For me it was a good news-bad news kind of deal. As I just wrote in a note to Howie: "The problem isn't that the people working on the subject are incompetent or misdirected. On the contrary, the three people on last night's panel seemed fantastically competent, and are actually working on real-world projects. The problem is the resources available to deal with the problem are a tiny fraction of what's needed, and the prospect of significantly augmenting them is roughly zero -- and getting lower every day in the America of Defiantly Resolute Denial of Reality."

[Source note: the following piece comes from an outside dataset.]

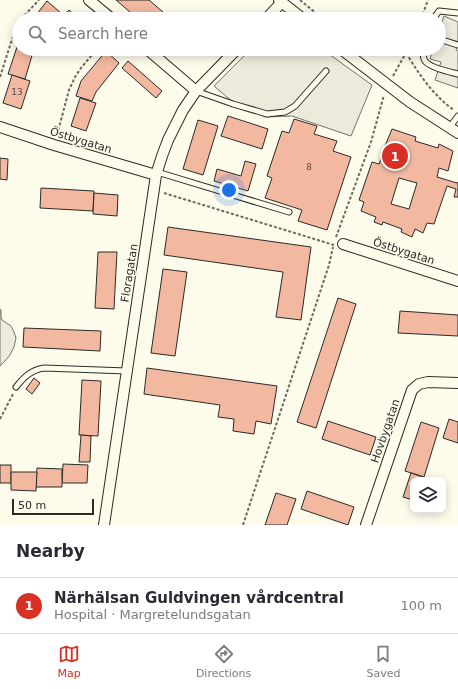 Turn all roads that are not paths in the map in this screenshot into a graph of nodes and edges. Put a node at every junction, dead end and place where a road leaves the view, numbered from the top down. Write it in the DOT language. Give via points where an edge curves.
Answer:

But to return to the good news for a moment. The panel members are doing good and important work from their respective vantage points: Klaus Jacob as a research scientist who has spent a lot of years looking closely at the impact of environmental change, including what can be and is being done to adapt to it; Projjal Dutta, the Metropolitan Transportation Authority's director of sustainability initiatives, whose job includes applying such financial resources as are available to the task of making the system as prepared as possible for the new climate realities; and David Bragdon, director of the Mayor's Office of Long-Term Planning and Sustainability, which makes him overseer of PlaNYC 2030, created by the Bloomberg administration in 2007 to coordinate the efforts of 25 city agencies "to prepare the city for one million more residents, strengthen our economy, combat climate change, and enhance the quality of life for all New Yorkers."
Four years ago we asked what we want our city to look and feel like in 2030.
A growing population, aging infrastructure, a changing climate, and an evolving economy posed challenges to our city?s success and quality of life. But we recognized that we will determine our own future by how we respond to and shape these changes with our own actions.
We created PlaNYC as a bold agenda to meet these challenges and build a greener, greater New York.
Today, we put forward an updated plan that builds upon the progress and lessons of the past four years.
-- from the PlaNYC 2030 website
Dutta (right) explained that the city's relative readiness for Hurricane Irene had a lot to do with lessons learned from what went wrong in the preparation for and response to a severe August 2007 storm, including the importance of quick response and a sensitivity to the parts of the system that are potentially most vulnerable to flooding.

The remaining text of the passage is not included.